Go line by line through the entries below and count those containing the string "Central"; give only the count.

▶ _Input for this task_:
..........
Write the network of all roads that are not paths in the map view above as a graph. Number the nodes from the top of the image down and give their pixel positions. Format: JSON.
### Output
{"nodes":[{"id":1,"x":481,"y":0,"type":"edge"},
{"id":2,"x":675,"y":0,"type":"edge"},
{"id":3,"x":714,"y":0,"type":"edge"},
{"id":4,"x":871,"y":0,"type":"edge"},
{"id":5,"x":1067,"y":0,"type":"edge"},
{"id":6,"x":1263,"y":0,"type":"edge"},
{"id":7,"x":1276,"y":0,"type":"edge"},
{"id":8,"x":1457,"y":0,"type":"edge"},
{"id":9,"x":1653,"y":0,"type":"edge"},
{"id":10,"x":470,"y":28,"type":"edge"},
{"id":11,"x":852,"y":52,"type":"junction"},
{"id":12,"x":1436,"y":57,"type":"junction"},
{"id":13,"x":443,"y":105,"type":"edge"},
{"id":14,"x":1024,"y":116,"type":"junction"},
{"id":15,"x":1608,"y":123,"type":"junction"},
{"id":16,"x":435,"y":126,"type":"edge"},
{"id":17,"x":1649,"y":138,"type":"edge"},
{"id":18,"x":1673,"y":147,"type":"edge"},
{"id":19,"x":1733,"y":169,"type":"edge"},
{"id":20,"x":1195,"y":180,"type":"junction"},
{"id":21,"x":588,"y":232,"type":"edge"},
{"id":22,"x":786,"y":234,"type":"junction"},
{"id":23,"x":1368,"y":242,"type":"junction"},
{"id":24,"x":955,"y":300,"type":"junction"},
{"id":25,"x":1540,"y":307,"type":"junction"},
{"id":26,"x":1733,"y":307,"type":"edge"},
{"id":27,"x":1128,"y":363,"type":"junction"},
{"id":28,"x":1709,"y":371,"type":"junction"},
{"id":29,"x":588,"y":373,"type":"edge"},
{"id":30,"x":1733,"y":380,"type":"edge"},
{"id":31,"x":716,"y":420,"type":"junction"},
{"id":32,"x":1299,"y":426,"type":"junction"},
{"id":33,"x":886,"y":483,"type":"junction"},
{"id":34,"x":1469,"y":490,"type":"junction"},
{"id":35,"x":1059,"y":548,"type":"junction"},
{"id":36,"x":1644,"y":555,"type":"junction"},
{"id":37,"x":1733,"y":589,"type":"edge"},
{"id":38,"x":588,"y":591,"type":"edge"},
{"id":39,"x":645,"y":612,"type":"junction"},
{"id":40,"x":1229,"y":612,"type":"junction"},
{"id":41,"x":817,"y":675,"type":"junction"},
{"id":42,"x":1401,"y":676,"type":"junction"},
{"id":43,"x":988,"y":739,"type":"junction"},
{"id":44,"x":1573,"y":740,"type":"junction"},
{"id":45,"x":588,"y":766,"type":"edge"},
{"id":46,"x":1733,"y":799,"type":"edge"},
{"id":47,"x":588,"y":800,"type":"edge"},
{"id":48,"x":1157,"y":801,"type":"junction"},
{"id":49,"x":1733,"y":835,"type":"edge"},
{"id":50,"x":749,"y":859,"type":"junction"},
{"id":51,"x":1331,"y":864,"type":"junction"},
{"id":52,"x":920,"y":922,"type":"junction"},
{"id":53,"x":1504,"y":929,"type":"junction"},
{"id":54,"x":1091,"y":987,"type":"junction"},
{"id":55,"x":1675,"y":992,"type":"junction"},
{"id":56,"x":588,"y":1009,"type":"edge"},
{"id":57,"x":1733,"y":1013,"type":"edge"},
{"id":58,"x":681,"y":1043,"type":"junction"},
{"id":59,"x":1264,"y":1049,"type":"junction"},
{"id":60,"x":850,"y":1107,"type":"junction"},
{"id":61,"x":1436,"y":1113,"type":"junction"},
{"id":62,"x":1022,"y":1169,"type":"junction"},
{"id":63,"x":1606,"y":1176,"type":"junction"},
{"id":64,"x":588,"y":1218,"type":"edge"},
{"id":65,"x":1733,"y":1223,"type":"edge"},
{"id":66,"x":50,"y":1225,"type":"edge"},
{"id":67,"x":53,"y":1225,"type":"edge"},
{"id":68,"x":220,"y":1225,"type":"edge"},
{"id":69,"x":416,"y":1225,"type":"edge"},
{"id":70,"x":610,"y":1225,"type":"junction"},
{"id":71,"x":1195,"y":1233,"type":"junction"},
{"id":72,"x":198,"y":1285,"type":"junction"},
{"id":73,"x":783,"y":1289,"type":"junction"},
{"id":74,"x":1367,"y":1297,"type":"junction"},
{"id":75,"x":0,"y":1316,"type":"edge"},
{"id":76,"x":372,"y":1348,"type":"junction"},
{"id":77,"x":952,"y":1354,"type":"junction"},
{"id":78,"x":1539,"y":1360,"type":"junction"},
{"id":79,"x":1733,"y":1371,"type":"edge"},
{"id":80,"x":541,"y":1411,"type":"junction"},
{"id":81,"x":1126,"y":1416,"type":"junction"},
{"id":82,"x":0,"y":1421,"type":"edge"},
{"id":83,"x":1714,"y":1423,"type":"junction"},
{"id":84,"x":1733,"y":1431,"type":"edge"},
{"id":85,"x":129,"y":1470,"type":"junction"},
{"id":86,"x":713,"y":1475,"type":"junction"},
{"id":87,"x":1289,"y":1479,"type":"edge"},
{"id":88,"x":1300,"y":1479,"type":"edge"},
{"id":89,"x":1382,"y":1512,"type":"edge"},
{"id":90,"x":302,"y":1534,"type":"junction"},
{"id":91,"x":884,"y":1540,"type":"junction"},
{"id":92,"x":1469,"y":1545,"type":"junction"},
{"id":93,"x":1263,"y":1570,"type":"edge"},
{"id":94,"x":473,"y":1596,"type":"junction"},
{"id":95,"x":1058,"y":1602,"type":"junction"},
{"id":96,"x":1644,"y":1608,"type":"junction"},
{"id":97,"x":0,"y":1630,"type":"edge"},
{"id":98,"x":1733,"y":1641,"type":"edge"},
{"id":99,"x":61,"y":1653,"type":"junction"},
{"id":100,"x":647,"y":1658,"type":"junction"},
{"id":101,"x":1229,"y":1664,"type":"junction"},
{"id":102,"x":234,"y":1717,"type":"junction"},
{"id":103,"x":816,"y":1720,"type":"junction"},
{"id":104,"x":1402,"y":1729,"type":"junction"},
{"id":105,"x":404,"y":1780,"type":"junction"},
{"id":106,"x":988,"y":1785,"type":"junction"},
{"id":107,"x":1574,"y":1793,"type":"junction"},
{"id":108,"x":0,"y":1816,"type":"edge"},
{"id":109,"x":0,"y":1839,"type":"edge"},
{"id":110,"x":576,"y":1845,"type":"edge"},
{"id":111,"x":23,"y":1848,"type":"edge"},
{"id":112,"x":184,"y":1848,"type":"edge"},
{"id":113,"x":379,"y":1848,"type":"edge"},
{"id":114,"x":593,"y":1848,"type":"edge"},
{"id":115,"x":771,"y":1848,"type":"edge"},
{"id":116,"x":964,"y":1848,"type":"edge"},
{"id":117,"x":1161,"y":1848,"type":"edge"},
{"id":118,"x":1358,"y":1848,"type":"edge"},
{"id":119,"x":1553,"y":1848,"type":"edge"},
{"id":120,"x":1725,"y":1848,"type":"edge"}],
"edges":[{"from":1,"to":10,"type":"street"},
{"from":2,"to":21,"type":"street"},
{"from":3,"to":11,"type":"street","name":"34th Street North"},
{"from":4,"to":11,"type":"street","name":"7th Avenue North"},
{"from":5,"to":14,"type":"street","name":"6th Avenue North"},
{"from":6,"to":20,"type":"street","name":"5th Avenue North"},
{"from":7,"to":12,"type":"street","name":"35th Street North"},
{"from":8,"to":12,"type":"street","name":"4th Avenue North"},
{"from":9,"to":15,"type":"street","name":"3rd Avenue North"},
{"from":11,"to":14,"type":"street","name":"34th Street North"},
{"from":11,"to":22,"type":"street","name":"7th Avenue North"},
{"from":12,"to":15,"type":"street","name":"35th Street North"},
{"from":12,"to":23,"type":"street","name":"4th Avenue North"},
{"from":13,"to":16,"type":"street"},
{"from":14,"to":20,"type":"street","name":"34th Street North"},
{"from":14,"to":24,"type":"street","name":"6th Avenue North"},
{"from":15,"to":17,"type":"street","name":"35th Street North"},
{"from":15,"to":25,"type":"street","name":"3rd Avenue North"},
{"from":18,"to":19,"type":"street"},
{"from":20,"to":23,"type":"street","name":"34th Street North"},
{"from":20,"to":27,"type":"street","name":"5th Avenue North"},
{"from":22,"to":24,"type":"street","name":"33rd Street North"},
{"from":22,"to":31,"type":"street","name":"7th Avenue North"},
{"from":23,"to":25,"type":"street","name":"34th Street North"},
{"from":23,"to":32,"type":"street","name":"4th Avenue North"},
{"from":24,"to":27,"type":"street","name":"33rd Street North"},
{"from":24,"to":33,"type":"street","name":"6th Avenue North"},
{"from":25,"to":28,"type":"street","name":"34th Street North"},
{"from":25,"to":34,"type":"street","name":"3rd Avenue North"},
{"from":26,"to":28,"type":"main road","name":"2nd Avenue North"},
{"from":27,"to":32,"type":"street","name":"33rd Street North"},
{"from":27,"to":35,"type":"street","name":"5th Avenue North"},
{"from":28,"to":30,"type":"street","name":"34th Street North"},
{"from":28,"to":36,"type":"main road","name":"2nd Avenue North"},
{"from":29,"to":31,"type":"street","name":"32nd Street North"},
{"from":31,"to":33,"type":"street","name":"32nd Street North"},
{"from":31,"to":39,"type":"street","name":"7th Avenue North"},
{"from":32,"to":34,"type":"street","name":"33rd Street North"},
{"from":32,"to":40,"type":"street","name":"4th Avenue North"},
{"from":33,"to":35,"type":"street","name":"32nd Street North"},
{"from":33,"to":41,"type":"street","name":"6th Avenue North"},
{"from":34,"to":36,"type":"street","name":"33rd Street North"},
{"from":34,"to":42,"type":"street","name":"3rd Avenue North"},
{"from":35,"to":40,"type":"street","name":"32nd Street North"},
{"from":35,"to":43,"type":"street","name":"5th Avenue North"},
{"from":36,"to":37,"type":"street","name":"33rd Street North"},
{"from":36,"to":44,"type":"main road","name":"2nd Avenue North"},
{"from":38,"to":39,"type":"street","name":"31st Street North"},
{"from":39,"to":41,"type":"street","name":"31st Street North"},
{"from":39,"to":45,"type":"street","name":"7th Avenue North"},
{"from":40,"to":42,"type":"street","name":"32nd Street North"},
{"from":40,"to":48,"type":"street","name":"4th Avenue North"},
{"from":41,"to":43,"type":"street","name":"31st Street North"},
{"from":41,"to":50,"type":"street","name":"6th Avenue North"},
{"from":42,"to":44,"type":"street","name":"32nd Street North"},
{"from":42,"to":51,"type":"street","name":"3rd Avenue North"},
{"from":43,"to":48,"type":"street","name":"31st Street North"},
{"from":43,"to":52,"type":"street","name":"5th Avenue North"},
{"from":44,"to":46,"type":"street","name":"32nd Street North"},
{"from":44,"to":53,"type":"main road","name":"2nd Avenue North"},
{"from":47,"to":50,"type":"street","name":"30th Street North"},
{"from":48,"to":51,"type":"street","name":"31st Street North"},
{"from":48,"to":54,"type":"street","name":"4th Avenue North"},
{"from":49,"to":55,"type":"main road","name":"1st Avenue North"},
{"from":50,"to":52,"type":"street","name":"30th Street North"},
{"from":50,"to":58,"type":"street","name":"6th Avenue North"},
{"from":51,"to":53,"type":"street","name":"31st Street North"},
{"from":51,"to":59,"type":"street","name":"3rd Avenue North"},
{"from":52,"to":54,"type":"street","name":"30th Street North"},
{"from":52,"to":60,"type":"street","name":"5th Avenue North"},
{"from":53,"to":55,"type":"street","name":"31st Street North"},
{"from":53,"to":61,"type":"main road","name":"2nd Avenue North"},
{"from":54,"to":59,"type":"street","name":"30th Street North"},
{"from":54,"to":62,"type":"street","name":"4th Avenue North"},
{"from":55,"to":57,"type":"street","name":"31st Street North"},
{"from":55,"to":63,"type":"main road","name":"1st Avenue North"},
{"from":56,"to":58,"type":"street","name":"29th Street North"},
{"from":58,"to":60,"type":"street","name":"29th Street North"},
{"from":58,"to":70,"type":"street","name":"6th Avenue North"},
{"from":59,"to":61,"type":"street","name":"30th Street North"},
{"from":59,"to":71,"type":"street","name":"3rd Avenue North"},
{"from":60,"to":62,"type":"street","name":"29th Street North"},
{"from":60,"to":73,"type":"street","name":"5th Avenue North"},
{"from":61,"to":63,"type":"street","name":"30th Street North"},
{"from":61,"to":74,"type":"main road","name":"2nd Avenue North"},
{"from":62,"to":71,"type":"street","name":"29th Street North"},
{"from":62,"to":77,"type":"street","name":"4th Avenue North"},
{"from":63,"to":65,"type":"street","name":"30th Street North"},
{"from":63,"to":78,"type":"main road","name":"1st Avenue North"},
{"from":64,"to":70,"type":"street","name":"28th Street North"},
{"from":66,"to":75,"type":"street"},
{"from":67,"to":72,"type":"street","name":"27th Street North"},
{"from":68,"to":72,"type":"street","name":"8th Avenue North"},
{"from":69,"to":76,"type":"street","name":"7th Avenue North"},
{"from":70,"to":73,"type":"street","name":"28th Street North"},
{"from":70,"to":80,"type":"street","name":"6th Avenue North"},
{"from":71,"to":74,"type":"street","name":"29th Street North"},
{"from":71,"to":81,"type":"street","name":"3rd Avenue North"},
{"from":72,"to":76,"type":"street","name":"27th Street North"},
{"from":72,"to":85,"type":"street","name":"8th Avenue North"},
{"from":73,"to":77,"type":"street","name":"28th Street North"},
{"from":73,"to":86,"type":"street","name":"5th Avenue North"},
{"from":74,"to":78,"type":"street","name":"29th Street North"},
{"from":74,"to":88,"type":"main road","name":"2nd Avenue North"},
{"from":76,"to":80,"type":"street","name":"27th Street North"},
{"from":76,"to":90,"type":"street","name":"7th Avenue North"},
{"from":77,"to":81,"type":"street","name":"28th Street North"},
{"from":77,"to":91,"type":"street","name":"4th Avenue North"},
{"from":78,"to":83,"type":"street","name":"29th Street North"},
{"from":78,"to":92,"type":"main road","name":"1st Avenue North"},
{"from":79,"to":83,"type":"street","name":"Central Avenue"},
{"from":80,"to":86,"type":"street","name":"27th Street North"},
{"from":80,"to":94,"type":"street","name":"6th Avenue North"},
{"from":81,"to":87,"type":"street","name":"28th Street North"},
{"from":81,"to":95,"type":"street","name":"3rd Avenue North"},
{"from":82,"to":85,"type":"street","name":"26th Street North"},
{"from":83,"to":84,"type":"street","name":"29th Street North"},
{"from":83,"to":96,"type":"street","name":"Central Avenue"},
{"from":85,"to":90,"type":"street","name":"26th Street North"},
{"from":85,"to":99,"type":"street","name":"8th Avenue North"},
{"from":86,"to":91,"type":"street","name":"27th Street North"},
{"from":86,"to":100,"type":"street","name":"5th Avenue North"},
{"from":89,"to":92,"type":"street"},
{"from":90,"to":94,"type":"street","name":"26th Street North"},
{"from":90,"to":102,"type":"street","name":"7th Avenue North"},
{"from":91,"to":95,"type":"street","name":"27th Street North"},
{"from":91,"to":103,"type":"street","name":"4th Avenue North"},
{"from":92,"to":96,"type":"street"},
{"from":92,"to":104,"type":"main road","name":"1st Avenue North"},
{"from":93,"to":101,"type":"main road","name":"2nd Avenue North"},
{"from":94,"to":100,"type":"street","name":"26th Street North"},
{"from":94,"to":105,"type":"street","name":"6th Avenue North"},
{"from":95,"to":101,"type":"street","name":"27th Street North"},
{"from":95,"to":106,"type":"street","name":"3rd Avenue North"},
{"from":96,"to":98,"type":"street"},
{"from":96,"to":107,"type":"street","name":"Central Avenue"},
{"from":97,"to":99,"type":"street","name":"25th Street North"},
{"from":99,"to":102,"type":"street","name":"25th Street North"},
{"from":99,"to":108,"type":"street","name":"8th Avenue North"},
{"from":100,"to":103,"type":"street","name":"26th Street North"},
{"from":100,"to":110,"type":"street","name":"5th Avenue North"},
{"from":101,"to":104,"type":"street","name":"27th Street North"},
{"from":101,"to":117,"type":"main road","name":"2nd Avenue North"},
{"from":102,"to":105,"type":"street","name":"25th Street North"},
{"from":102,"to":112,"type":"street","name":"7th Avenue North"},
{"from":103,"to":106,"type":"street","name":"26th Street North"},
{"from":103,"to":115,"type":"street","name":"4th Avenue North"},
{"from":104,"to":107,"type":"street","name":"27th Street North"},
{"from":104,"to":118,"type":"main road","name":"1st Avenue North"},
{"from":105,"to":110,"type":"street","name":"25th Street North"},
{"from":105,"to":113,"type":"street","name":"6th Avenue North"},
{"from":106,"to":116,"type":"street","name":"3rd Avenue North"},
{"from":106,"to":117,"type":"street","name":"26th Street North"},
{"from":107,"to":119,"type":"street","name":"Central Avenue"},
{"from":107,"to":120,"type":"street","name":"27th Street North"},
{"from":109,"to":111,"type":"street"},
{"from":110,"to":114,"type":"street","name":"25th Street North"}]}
..........
▶ _Response_: 4